The western myth has been that westerners were individualistic, competent, sincere, honest, straight-shooters, and quick to fight, but the reality is different. Westerners always asked for government aid-subsidies, cheap loans, cheap land, army protection, dams and irrigation works eventually, among other things. Crime existed in all sections of the nation and small communities policed each other whether they were in Texas or New York. Churches, schools, law enforcement were created as soon as possible. In general, the western myth was part of the agrarian myth, the belief that virtue only resides on farms or in small towns and villages and that cities are corrupting. Both myths argue that "common sense" is more important than education.
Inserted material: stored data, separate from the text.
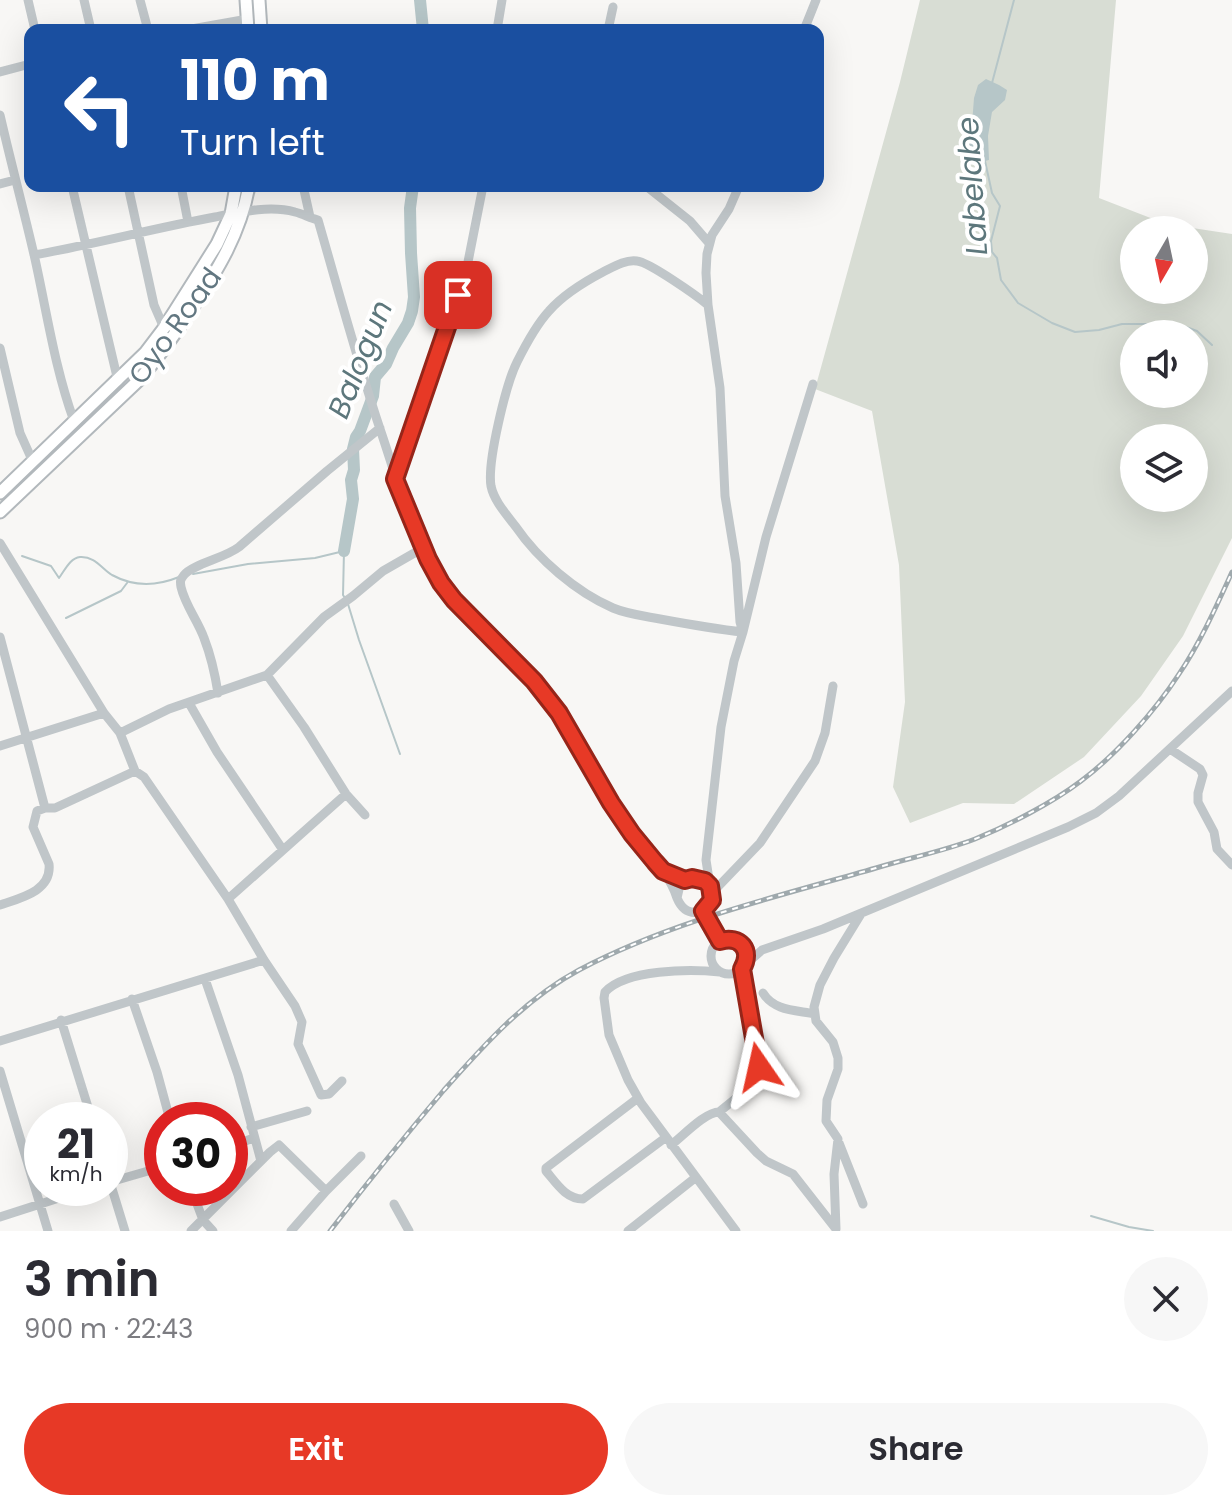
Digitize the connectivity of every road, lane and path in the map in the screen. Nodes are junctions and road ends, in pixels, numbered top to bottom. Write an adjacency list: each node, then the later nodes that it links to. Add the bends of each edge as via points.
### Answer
1 (28, 0): 9 (street)
2 (84, 0): 10 (street)
3 (140, 0): 11 (street)
4 (246, 0): 12 (main road)
5 (259, 0): 13 (main road)
6 (502, 0): 14 (street)
7 (816, 0): 16 (street)
8 (613, 7): 15 (street)
9 (34, 24)
10 (90, 24)
11 (146, 24)
12 (248, 24)
13 (261, 24)
14 (498, 24)
15 (609, 24)
16 (806, 24)
17 (24, 66): 18 (street)
18 (0, 72)
19 (0, 115): 20 (street)
20 (15, 180): 21 (street); 37 (street)
21 (0, 184)
22 (74, 192): 36 (street)
23 (129, 192): 34 (street)
24 (182, 192): 33 (street)
25 (236, 192): 31 (main road, Oyo Road)
26 (247, 192): 31 (main road, Oyo Road)
27 (304, 192): 32 (street)
28 (482, 192): 46 (street, via 466,272)
29 (654, 192): 35 (street)
30 (736, 192): 35 (street)
31 (238, 213): 32 (street, via 284,210); 33 (street); 39 (main road, Oyo Road); 48 (main road, Oyo Road, via 227,253 156,361)
32 (310, 217): 44 (street, via 318,220)
33 (188, 222): 34 (street)
34 (139, 232): 36 (street); 39 (street)
35 (709, 243): 38 (street)
36 (87, 246): 37 (street); 41 (street)
37 (34, 255): 43 (street)
38 (708, 305): 51 (street); 51 (street, via 653,267 629,261 603,272 553,307 514,369 497,429 492,487 530,547 595,599 628,612)
39 (164, 328): 41 (main road, Oyo Road)
40 (0, 348): 45 (street, via 20,433)
41 (118, 381): 43 (main road, Oyo Road)
42 (813, 384): 51 (street)
43 (74, 421): 45 (main road, Oyo Road)
44 (380, 428): 46 (street); 56 (street, via 231,554 185,574 180,583 205,639)
45 (33, 462): 47 (main road, Oyo Road)
46 (395, 479): 50 (street)
47 (0, 493)
48 (0, 512)
49 (0, 543): 58 (street)
50 (423, 548): 53 (street, via 383,571 324,617); 70 (street, via 454,600 559,713 611,803)
51 (743, 632): 68 (street, via 721,727)
52 (0, 637): 60 (street)
53 (267, 675): 56 (street); 64 (street)
54 (833, 686): 72 (street, via 815,761 760,843)
55 (1232, 691): 62 (street)
56 (218, 693): 57 (street)
57 (189, 703): 59 (street); 67 (street)
58 (104, 713): 59 (street); 60 (street)
59 (120, 733): 63 (street)
60 (25, 739): 61 (street); 65 (street)
61 (0, 746)
62 (1170, 749): 69 (street, via 1200,769 1198,802 1217,849); 77 (street, via 1096,813)
63 (135, 771): 65 (street); 74 (street)
64 (346, 794): 66 (street); 67 (street)
65 (45, 808): 75 (street, via 37,811 33,827 49,864 48,879 40,889)
66 (365, 815)
67 (283, 850): 74 (street)
68 (706, 860): 71 (street); 72 (street)
69 (1232, 865)
70 (663, 871): 71 (street); 73 (street)
71 (689, 879): 72 (street, via 705,881); 73 (street)
72 (711, 890): 76 (street)
73 (677, 898): 76 (street, via 684,909)
74 (228, 899): 82 (street)
75 (0, 905)
76 (703, 911): 78 (street)
77 (862, 912): 80 (street); 89 (street, via 820,985)
78 (720, 941): 79 (street, via 733,939); 81 (street)
79 (744, 947): 80 (street); 83 (street)
80 (762, 950): 83 (street)
81 (711, 957): 84 (street); 85 (street)
82 (264, 960): 86 (street); 93 (street, via 302,1022 298,1044 321,1095)
83 (743, 967): 85 (street, via 734,974); 98 (street, via 760,1075)
84 (696, 969): 85 (street); 94 (street, via 637,977 605,992 609,1035)
85 (720, 972)
86 (205, 979): 88 (street); 99 (street)
87 (763, 993): 89 (street, via 769,1003)
88 (132, 999): 90 (street); 96 (street)
89 (815, 1014): 101 (street, via 838,1058 826,1121)
90 (61, 1020): 91 (street); 95 (street)
91 (0, 1041)
92 (0, 1071): 104 (street)
93 (342, 1081)
94 (638, 1098): 103 (street); 103 (street, via 546,1171 579,1200)
95 (86, 1102)
96 (165, 1102)
97 (307, 1111): 99 (street)
98 (719, 1112): 103 (street); 118 (street, via 766,1161 793,1174)
99 (251, 1127): 100 (street)
100 (254, 1138): 102 (street); 106 (street)
101 (838, 1139): 110 (street); 118 (street)
102 (248, 1140)
103 (668, 1142): 107 (street)
104 (24, 1149)
105 (361, 1156): 108 (street)
106 (261, 1161): 108 (street, via 279,1145); 116 (street)
107 (695, 1178): 124 (street); 125 (street)
108 (326, 1191): 117 (street)
109 (394, 1204): 123 (street)
110 (863, 1204)
111 (35, 1206): 115 (street)
112 (42, 1206): 119 (street)
113 (117, 1206): 120 (street)
114 (198, 1206): 116 (street)
115 (0, 1217)
116 (203, 1220): 121 (street); 122 (street)
117 (298, 1229)
118 (836, 1230)
119 (48, 1231)
120 (125, 1231)
121 (191, 1231)
122 (213, 1231)
123 (409, 1231)
124 (628, 1231)
125 (736, 1231)

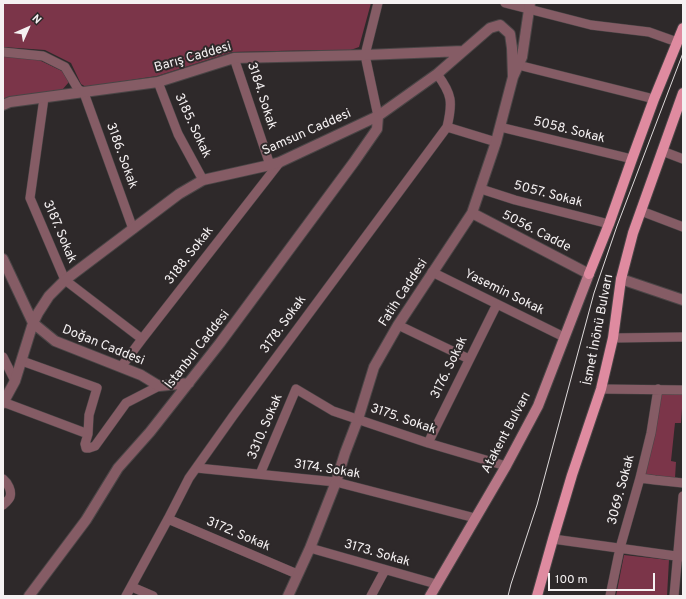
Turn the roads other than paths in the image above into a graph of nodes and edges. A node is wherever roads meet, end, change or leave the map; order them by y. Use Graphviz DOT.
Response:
graph roads {
  1 [pos="378,3"];
  2 [pos="505,3"];
  3 [pos="530,6"];
  4 [pos="683,28"];
  5 [pos="678,42"];
  6 [pos="463,50"];
  7 [pos="3,52"];
  8 [pos="365,55"];
  9 [pos="234,58"];
  10 [pos="518,65"];
  11 [pos="437,74"];
  12 [pos="513,77"];
  13 [pos="158,82"];
  14 [pos="74,83"];
  15 [pos="84,93"];
  16 [pos="683,93"];
  17 [pos="64,95"];
  18 [pos="44,98"];
  19 [pos="654,99"];
  20 [pos="3,105"];
  21 [pos="378,116"];
  22 [pos="447,127"];
  23 [pos="500,127"];
  24 [pos="496,142"];
  25 [pos="662,151"];
  26 [pos="632,159"];
  27 [pos="683,159"];
  28 [pos="280,162"];
  29 [pos="270,165"];
  30 [pos="203,180"];
  31 [pos="481,189"];
  32 [pos="640,211"];
  33 [pos="472,213"];
  34 [pos="609,224"];
  35 [pos="683,227"];
  36 [pos="133,229"];
  37 [pos="3,259"];
  38 [pos="432,272"];
  39 [pos="589,274"];
  40 [pos="621,279"];
  41 [pos="65,280"];
  42 [pos="683,300"];
  43 [pos="497,304"];
  44 [pos="33,323"];
  45 [pos="398,325"];
  46 [pos="564,337"];
  47 [pos="683,337"];
  48 [pos="613,338"];
  49 [pos="142,339"];
  50 [pos="3,357"];
  51 [pos="469,359"];
  52 [pos="22,361"];
  53 [pos="121,367"];
  54 [pos="15,381"];
  55 [pos="189,383"];
  56 [pos="159,386"];
  57 [pos="601,389"];
  58 [pos="296,390"];
  59 [pos="658,390"];
  60 [pos="683,390"];
  61 [pos="3,402"];
  62 [pos="358,419"];
  63 [pos="88,434"];
  64 [pos="428,443"];
  65 [pos="506,466"];
  66 [pos="197,468"];
  67 [pos="260,474"];
  68 [pos="640,478"];
  69 [pos="3,479"];
  70 [pos="336,482"];
  71 [pos="683,483"];
  72 [pos="683,496"];
  73 [pos="3,505"];
  74 [pos="475,518"];
  75 [pos="168,519"];
  76 [pos="553,539"];
  77 [pos="310,548"];
  78 [pos="620,548"];
  79 [pos="680,557"];
  80 [pos="385,570"];
  81 [pos="297,574"];
  82 [pos="436,584"];
  83 [pos="132,586"];
  84 [pos="29,596"];
  85 [pos="126,596"];
  86 [pos="153,596"];
  87 [pos="288,596"];
  88 [pos="371,596"];
  89 [pos="430,596"];
  90 [pos="537,596"];
  91 [pos="610,596"];
  92 [pos="674,596"];
  1 -- 8 [label="street"];
  2 -- 3 [label="street"];
  3 -- 5 [label="street"];
  3 -- 10 [label="street, Fatih Caddesi"];
  4 -- 5 [label="main road, İsmet İnönü Bulvarı"];
  5 -- 19 [label="main road, İsmet İnönü Bulvarı"];
  6 -- 8 [label="street, Barış Caddesi"];
  6 -- 11 [label="street, Samsun Caddesi"];
  6 -- 12 [label="street, Samsun Caddesi"];
  7 -- 14 [label="street"];
  8 -- 9 [label="street, Barış Caddesi"];
  8 -- 21 [label="street"];
  9 -- 13 [label="street, Barış Caddesi"];
  9 -- 29 [label="street, 3184. Sokak"];
  10 -- 12 [label="street, Fatih Caddesi"];
  10 -- 19 [label="street"];
  11 -- 21 [label="street, Samsun Caddesi"];
  11 -- 22 [label="street, 3178. Sokak"];
  12 -- 23 [label="street, Fatih Caddesi"];
  13 -- 15 [label="street, Barış Caddesi"];
  13 -- 30 [label="street, 3185. Sokak"];
  14 -- 15 [label="street"];
  14 -- 17 [label="street"];
  15 -- 17 [label="street, Barış Caddesi"];
  15 -- 36 [label="street, 3186. Sokak"];
  16 -- 25 [label="main road, İsmet İnönü Bulvarı"];
  17 -- 18 [label="street, Barış Caddesi"];
  18 -- 20 [label="street, Barış Caddesi"];
  18 -- 41 [label="street, 3187. Sokak"];
  19 -- 26 [label="main road, İsmet İnönü Bulvarı"];
  21 -- 28 [label="street, Samsun Caddesi"];
  21 -- 55 [label="street, İstanbul Caddesi"];
  22 -- 24 [label="street"];
  22 -- 66 [label="street, 3178. Sokak"];
  23 -- 24 [label="street, Fatih Caddesi"];
  23 -- 26 [label="street, 5058. Sokak"];
  24 -- 31 [label="street, Fatih Caddesi"];
  25 -- 27 [label="street"];
  25 -- 32 [label="main road, İsmet İnönü Bulvarı"];
  26 -- 34 [label="main road, İsmet İnönü Bulvarı"];
  28 -- 29 [label="street, Samsun Caddesi"];
  28 -- 49 [label="street, 3188. Sokak"];
  29 -- 30 [label="street, Samsun Caddesi"];
  30 -- 36 [label="street, Samsun Caddesi"];
  31 -- 33 [label="street, Fatih Caddesi"];
  31 -- 34 [label="street, 5057. Sokak"];
  32 -- 35 [label="street"];
  32 -- 40 [label="main road, İsmet İnönü Bulvarı"];
  33 -- 38 [label="street, Fatih Caddesi"];
  33 -- 39 [label="street, 5056. Cadde"];
  34 -- 39 [label="main road, İsmet İnönü Bulvarı"];
  36 -- 41 [label="street, Samsun Caddesi"];
  37 -- 44 [label="street, Doğan Caddesi"];
  38 -- 43 [label="street, Yasemin Sokak"];
  38 -- 45 [label="street, Fatih Caddesi"];
  39 -- 46 [label="main road, Atakent Bulvarı"];
  40 -- 42 [label="street"];
  40 -- 48 [label="main road, İsmet İnönü Bulvarı"];
  41 -- 44 [label="street, Samsun Caddesi"];
  41 -- 49 [label="street, 3187. Sokak"];
  43 -- 46 [label="street, Yasemin Sokak"];
  43 -- 51 [label="street, 3176. Sokak"];
  44 -- 52 [label="street, Samsun Caddesi"];
  44 -- 53 [label="street, Doğan Caddesi"];
  45 -- 51 [label="street"];
  45 -- 62 [label="street, Fatih Caddesi"];
  46 -- 65 [label="main road, Atakent Bulvarı"];
  47 -- 48 [label="street"];
  48 -- 57 [label="main road, İsmet İnönü Bulvarı"];
  49 -- 53 [label="street, 3188. Sokak"];
  50 -- 54 [label="street"];
  51 -- 64 [label="street, 3176. Sokak"];
  52 -- 54 [label="street, Samsun Caddesi"];
  52 -- 63 [label="street"];
  53 -- 56 [label="street, Doğan Caddesi"];
  54 -- 61 [label="street, Samsun Caddesi"];
  55 -- 56 [label="street"];
  55 -- 84 [label="street, İstanbul Caddesi"];
  56 -- 63 [label="street"];
  57 -- 59 [label="street"];
  57 -- 76 [label="main road, İsmet İnönü Bulvarı"];
  58 -- 62 [label="street, 3175. Sokak"];
  58 -- 67 [label="street, 3310. Sokak"];
  59 -- 60 [label="street"];
  59 -- 68 [label="street, 3069. Sokak"];
  61 -- 63 [label="street"];
  62 -- 64 [label="street, 3175. Sokak"];
  62 -- 70 [label="street, Fatih Caddesi"];
  64 -- 65 [label="street, 3175. Sokak"];
  65 -- 74 [label="main road, Atakent Bulvarı"];
  66 -- 67 [label="street, 3174. Sokak"];
  66 -- 75 [label="street, 3178. Sokak"];
  67 -- 70 [label="street, 3174. Sokak"];
  68 -- 71 [label="street"];
  68 -- 78 [label="street, 3069. Sokak"];
  69 -- 73 [label="street"];
  70 -- 74 [label="street, 3174. Sokak"];
  70 -- 77 [label="street, Fatih Caddesi"];
  72 -- 79 [label="street"];
  74 -- 82 [label="main road, Atakent Bulvarı"];
  75 -- 81 [label="street, 3172. Sokak"];
  75 -- 83 [label="street, 3178. Sokak"];
  76 -- 78 [label="street"];
  76 -- 90 [label="main road, İsmet İnönü Bulvarı"];
  77 -- 80 [label="street, 3173. Sokak"];
  77 -- 81 [label="street, Fatih Caddesi"];
  78 -- 79 [label="street"];
  78 -- 91 [label="street, 3069. Sokak"];
  79 -- 92 [label="street"];
  80 -- 82 [label="street, 3173. Sokak"];
  80 -- 88 [label="street"];
  81 -- 87 [label="street, Fatih Caddesi"];
  82 -- 89 [label="main road, Atakent Bulvarı"];
  83 -- 85 [label="street, 3178. Sokak"];
  83 -- 86 [label="street"];
}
Neither myth is true. Country and Western music dwells on sexual and marital infidelities, double dealing, and drug abuse (alcohol is the most abused drug in the United States) because, as its devotees attest, it deals with life as it is. John Wayne became a political icon but, unlike many Hollywood stars, he avoided serving in World War II. He was very successful in portraying the mythical cowboy.


Why has the Western myth persisted? It has a long history. As this west was developing, people were becoming more literate and wealthier and could use their increased leisure time to read newspapers, magazines, and cheap western novels. These stories were rarely written by people with any direct experience with that west nor would the veracity of the stories ever be questioned, for few went to that part of the country. People wanted to believe that there was once a simpler, more honest time when men fought evil (often portrayed in terms of people like the Apache and the Sioux) and good triumphed over evil. The knight errant became a stock feature of Western fiction. Radio and cinema used stories of the West because they were popular and easy to tell. The good guys wore "white hats." Television adapted many radio programs, like "Gunsmoke," and broadcast them. Movies found Westerns a sure money maker.


The myth endures because people react to the complexities of modern life.